Parmi les traits qui distinguent ces mystiques
anorexiques, Jacques Maître comme d’autres spécialistes, insiste davantage sur
ce qu’il appelle la rupture de la lignée féminine dans la transmission de la
vie, sans doute parce qu’il est lui-même catholique, et que le mariage et la fonction
de procréation qui lui est attaché, est un acte fondamentalement religieux,
consacré par l’Eglise. Il ne semble pas que dans l’islam, le célibat qui est un
attribut systématique chez les mystiques musulmanes, ait été remarqué plus
qu’un autre trait.
Il me semble plutôt que c’est dans le processus même
qui conduit au célibat que réside la clef des similitudes entre les femmes
mystiques des deux religions. En établissant une relation directe et
personnelle avec Dieu qui lui permet d’accéder au rang de mystique reconnue, la
jeune femme s’affranchit des contraintes de sa famille, de son rang social et
des codes sociaux qui l’accompagnent.
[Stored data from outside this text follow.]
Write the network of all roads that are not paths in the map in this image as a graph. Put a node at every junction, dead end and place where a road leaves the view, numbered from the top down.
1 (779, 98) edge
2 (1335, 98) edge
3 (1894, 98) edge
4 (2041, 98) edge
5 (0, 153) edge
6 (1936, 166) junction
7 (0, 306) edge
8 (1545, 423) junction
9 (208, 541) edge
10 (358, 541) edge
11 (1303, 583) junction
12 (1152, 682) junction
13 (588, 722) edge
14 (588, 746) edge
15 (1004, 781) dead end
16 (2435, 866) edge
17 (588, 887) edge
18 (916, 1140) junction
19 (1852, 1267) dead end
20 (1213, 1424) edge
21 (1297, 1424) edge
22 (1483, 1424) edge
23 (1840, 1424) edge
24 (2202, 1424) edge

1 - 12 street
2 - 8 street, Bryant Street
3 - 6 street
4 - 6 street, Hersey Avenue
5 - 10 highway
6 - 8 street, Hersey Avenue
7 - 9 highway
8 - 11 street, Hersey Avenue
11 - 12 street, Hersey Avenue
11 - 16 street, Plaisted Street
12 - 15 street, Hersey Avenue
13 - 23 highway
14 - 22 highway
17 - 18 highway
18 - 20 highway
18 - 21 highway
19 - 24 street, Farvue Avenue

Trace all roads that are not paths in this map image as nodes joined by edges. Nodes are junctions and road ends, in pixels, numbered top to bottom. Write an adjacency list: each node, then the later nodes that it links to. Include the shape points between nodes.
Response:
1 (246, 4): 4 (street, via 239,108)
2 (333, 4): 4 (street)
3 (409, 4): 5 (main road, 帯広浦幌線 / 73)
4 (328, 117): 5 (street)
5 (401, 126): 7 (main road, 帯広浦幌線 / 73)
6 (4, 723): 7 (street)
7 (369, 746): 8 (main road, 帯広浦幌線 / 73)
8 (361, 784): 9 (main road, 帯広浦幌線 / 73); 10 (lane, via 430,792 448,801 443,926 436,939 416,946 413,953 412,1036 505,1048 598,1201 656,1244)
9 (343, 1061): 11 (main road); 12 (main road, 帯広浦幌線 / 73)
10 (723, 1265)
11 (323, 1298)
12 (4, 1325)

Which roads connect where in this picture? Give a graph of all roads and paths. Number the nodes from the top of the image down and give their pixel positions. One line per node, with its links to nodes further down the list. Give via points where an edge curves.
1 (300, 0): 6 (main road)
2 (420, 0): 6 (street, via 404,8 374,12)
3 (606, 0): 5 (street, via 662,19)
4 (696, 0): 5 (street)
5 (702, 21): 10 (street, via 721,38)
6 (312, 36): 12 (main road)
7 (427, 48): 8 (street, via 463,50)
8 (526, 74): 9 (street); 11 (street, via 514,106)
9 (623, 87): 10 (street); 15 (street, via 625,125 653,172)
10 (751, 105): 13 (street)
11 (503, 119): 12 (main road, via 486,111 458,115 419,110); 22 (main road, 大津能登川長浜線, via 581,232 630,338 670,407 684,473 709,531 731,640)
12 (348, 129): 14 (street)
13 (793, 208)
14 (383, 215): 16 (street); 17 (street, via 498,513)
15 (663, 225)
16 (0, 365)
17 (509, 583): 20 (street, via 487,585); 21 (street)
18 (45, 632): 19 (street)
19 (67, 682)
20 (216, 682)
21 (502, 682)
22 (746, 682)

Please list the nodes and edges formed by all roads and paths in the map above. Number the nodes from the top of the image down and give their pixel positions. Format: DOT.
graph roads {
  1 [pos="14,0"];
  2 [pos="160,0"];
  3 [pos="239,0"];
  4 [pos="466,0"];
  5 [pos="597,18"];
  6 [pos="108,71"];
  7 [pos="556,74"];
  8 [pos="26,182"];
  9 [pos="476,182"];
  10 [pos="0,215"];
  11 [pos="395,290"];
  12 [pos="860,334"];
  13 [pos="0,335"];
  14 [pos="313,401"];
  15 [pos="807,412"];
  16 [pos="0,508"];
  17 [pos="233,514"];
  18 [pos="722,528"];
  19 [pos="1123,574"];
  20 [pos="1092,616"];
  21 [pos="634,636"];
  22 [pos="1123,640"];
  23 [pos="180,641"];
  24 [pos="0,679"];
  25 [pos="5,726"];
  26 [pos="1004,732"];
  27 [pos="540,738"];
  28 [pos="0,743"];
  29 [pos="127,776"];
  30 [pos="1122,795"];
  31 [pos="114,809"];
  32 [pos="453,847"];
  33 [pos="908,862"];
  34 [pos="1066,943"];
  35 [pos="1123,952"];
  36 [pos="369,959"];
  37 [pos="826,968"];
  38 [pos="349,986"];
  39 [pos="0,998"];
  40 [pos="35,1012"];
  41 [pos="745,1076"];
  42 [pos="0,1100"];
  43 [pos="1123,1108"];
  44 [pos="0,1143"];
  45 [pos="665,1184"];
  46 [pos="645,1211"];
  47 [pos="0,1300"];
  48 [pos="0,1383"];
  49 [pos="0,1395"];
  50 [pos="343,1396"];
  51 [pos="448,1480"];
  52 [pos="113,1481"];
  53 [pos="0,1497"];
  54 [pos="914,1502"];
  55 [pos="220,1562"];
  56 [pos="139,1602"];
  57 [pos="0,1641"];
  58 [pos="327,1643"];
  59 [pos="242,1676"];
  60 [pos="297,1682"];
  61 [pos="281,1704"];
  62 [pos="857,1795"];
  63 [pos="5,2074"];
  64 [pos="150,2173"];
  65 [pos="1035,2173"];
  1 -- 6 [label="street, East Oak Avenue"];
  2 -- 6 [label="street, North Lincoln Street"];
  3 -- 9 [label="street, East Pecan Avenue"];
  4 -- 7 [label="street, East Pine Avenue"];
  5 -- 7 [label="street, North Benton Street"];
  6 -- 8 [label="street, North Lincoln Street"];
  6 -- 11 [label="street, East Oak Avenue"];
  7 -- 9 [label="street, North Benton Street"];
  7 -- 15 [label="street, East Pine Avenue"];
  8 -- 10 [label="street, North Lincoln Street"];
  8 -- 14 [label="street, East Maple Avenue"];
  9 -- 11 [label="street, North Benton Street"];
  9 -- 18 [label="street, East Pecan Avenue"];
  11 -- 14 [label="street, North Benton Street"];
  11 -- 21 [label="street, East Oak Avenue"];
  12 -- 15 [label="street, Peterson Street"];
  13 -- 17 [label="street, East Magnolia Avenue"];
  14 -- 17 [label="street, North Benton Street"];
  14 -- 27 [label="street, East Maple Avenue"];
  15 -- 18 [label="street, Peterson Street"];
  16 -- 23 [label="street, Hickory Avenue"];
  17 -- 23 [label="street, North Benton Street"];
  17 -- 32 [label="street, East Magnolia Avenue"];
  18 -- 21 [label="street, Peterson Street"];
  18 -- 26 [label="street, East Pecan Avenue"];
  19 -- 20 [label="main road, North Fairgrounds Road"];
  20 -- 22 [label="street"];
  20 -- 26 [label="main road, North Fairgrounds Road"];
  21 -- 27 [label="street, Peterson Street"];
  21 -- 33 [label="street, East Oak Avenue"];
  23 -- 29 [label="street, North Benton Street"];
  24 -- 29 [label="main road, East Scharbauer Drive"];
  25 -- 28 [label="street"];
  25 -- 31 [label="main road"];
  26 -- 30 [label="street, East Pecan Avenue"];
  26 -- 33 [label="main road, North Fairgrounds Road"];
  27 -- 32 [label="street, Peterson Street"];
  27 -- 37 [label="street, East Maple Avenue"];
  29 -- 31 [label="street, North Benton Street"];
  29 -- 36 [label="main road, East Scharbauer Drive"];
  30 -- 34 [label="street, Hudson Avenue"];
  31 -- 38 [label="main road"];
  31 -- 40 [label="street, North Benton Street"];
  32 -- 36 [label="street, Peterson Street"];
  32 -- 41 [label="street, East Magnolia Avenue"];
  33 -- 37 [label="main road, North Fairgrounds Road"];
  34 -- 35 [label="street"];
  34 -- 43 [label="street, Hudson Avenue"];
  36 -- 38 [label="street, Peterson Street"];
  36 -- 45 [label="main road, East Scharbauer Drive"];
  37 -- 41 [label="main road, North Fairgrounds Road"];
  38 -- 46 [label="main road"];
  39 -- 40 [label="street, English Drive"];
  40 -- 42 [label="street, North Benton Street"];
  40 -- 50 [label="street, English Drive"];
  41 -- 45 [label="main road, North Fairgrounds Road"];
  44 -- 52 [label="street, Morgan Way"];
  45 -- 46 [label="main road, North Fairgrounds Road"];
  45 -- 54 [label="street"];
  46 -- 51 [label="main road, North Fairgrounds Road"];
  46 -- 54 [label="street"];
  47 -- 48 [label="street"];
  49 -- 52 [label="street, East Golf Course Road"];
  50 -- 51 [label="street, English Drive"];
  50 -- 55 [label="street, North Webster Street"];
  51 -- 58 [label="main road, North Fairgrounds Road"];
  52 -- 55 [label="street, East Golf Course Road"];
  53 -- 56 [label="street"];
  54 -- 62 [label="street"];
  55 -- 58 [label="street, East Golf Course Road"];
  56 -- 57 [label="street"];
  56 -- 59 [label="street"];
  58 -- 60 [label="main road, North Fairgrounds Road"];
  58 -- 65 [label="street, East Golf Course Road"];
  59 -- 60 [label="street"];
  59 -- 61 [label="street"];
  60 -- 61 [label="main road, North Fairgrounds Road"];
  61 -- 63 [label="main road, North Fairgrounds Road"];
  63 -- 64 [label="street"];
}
Elle acquiert ainsi son autonomie et son
célibat que justifie sa consécration à Dieu, devient positif.
On retrouve le même schéma chez les mystiques
musulmanes, l’anorexie en moins, mais avec en plus un contexte familial et
social encore plus contraignant, et un charisme certain : le célibat et la
virginité, le refus du mariage, en particulier avec le cousin ou le prétendant
choisi par la famille, le rejet des avances ou des demandes en mariages des
princes, le mépris du pouvoir et le recours ou la menace du recours aux
qualités thaumaturgiques pour punir les méchants.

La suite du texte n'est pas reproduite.